Reporting its work in the journal Small, the Emory team describes its use of a so-called single-chain antibody to mimic the tumor-targeting properties of a standard anti-EGFR antibody. Standard antibodies are large biomolecules comprising two pairs of two peptide chains known as heavy and light chains. In part because of their large size, antibodies are difficult to work with and often have difficulty accessing the deeper regions of a solid tumor. To overcome these problems, the investigators built an artificial antibody comprising portions of a single heavy chain and a light chain hooked together. This construct is less than 20% of the size and weight of a full antibody, but it retains the larger molecule’s binding abilities for EGFR.
With their artificial antibody in hand, the investigators used it as a tumor-targeting agent for two types of nanoparticles—quantum dots, which can be seen using fluorescence imaging, and iron oxide nanoparticles, which can be imaged using standard magnetic resonance imaging (MRI) instruments. The Emory team attached the targeting agent to the nanoparticles using a novel linking technology they developed for this purpose.

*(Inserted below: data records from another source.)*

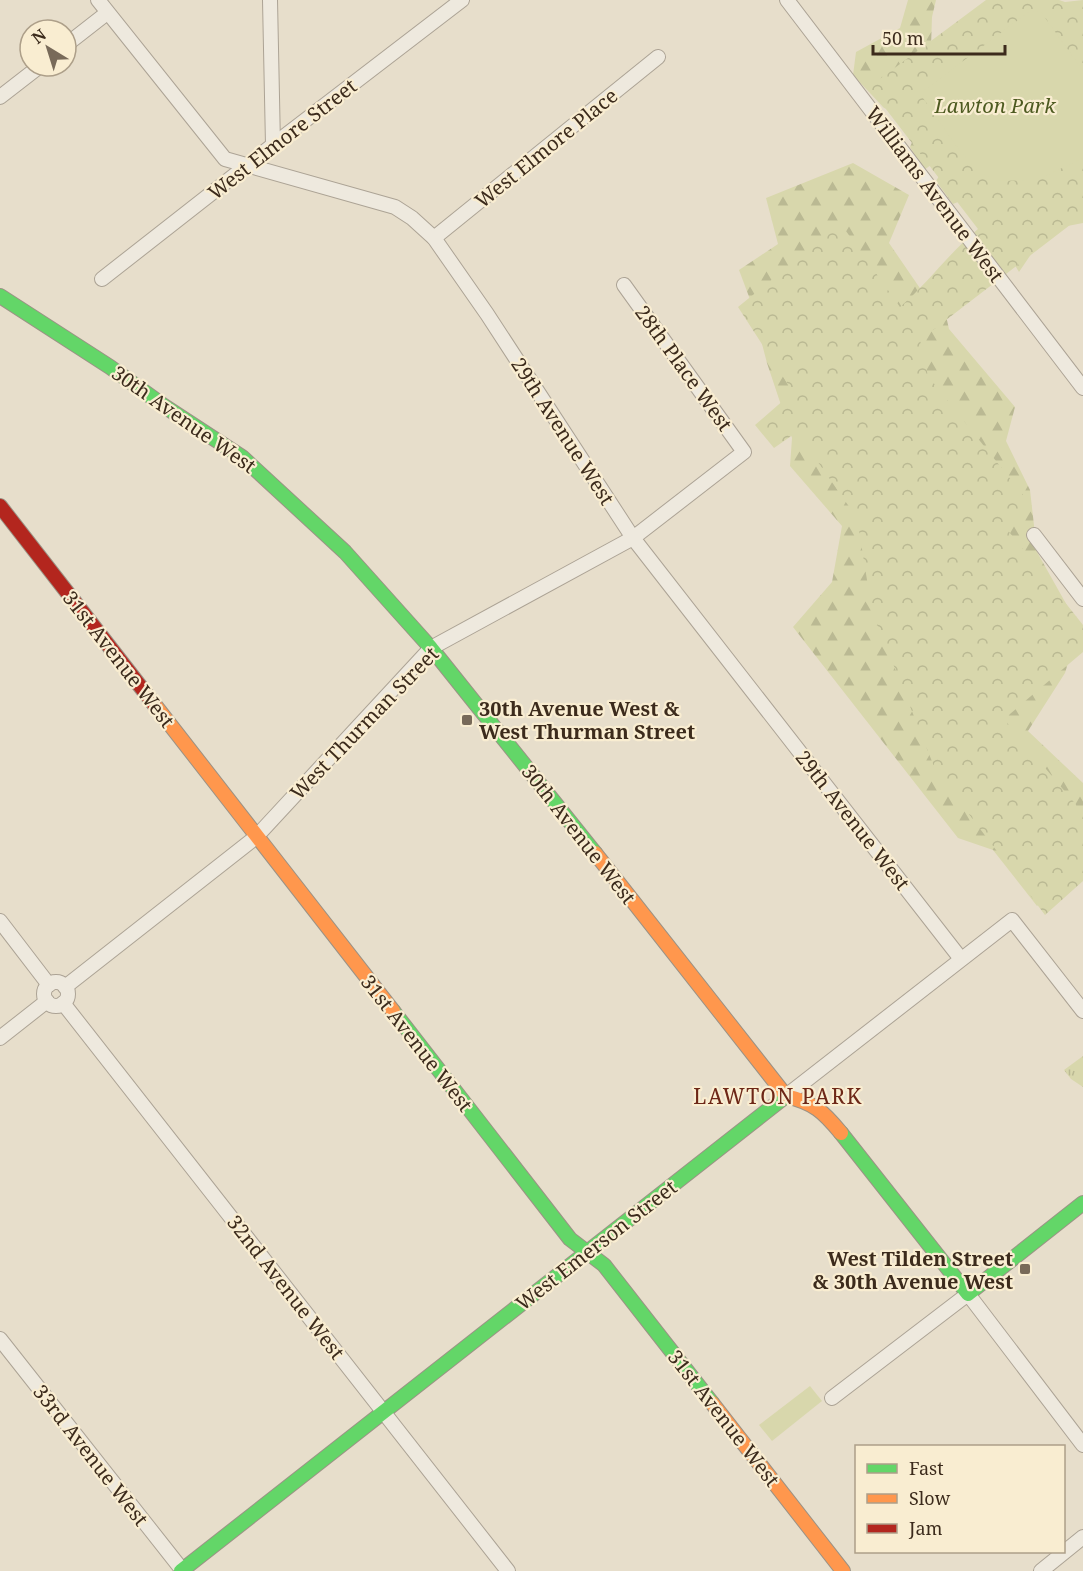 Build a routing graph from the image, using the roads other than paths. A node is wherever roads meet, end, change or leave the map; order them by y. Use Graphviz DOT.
graph roads {
  1 [pos="98,0"];
  2 [pos="270,0"];
  3 [pos="462,0"];
  4 [pos="787,0"];
  5 [pos="107,13"];
  6 [pos="78,36"];
  7 [pos="658,57"];
  8 [pos="25,78"];
  9 [pos="0,97"];
  10 [pos="273,145"];
  11 [pos="246,166"];
  12 [pos="434,238"];
  13 [pos="102,279"];
  14 [pos="624,285"];
  15 [pos="0,296"];
  16 [pos="1083,388"];
  17 [pos="744,452"];
  18 [pos="0,506"];
  19 [pos="1034,535"];
  20 [pos="633,538"];
  21 [pos="1083,599"];
  22 [pos="431,648"];
  23 [pos="256,837"];
  24 [pos="0,921"];
  25 [pos="961,960"];
  26 [pos="49,985"];
  27 [pos="65,987"];
  28 [pos="47,1001"];
  29 [pos="63,1003"];
  30 [pos="1083,1011"];
  31 [pos="0,1038"];
  32 [pos="786,1096"];
  33 [pos="1083,1203"];
  34 [pos="586,1251"];
  35 [pos="968,1294"];
  36 [pos="0,1339"];
  37 [pos="832,1398"];
  38 [pos="382,1411"];
  39 [pos="1083,1445"];
  40 [pos="1083,1538"];
  41 [pos="1065,1552"];
  42 [pos="1064,1553"];
  43 [pos="182,1571"];
  44 [pos="508,1571"];
  45 [pos="843,1571"];
  46 [pos="1041,1571"];
  1 -- 5 [label="street, 29th Avenue West"];
  2 -- 10 [label="street"];
  3 -- 10 [label="street, West Elmore Street"];
  4 -- 16 [label="street, Williams Avenue West"];
  5 -- 6 [label="street"];
  5 -- 11 [label="street, 29th Avenue West"];
  7 -- 12 [label="street, West Elmore Place"];
  8 -- 9 [label="street"];
  10 -- 11 [label="street, West Elmore Street"];
  11 -- 12 [label="street, 29th Avenue West"];
  11 -- 13 [label="street, West Elmore Street"];
  12 -- 20 [label="street, 29th Avenue West"];
  14 -- 17 [label="street, 28th Place West"];
  15 -- 22 [label="street, 30th Avenue West"];
  17 -- 20 [label="street, West Thurman Street"];
  18 -- 23 [label="street, 31st Avenue West"];
  19 -- 21 [label="street"];
  20 -- 22 [label="street, West Thurman Street"];
  20 -- 25 [label="street, 29th Avenue West"];
  22 -- 23 [label="street, West Thurman Street"];
  22 -- 32 [label="street, 30th Avenue West"];
  23 -- 27 [label="street, West Thurman Street"];
  23 -- 34 [label="street, 31st Avenue West"];
  24 -- 26 [label="street"];
  25 -- 30 [label="street, West Emerson Street"];
  25 -- 32 [label="street, West Emerson Street"];
  26 -- 27 [label="street"];
  26 -- 28 [label="street"];
  27 -- 29 [label="street"];
  28 -- 29 [label="street"];
  28 -- 31 [label="street"];
  29 -- 38 [label="street, 32nd Avenue West"];
  32 -- 34 [label="street, West Emerson Street"];
  32 -- 35 [label="street"];
  33 -- 35 [label="street"];
  34 -- 38 [label="street, West Emerson Street"];
  34 -- 45 [label="street, 31st Avenue West"];
  35 -- 37 [label="street"];
  35 -- 39 [label="street"];
  36 -- 43 [label="street, 33rd Avenue West"];
  38 -- 43 [label="street, West Emerson Street"];
  38 -- 44 [label="street, 32nd Avenue West"];
  40 -- 41 [label="street"];
  42 -- 46 [label="street"];
}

With the two types of antibody-linked nanoparticles in hand, the investigators conducted a series of experiments to determine whether these nanoscale constructs would target tumors and whether tumor cells would take up take the antibody-nanoparticle combos. Indeed, targeted nanoparticles homed in quickly on tumors when injected into tumor-bearing mice, whereas untargeted nanoparticles accumulated primarily in the liver and spleen. The targeted nanoparticles also gained rapid entry into tumor cells, whereas the untargeted nanoparticles did not. The nanoparticles were visible using both fluorescence imaging and MRI.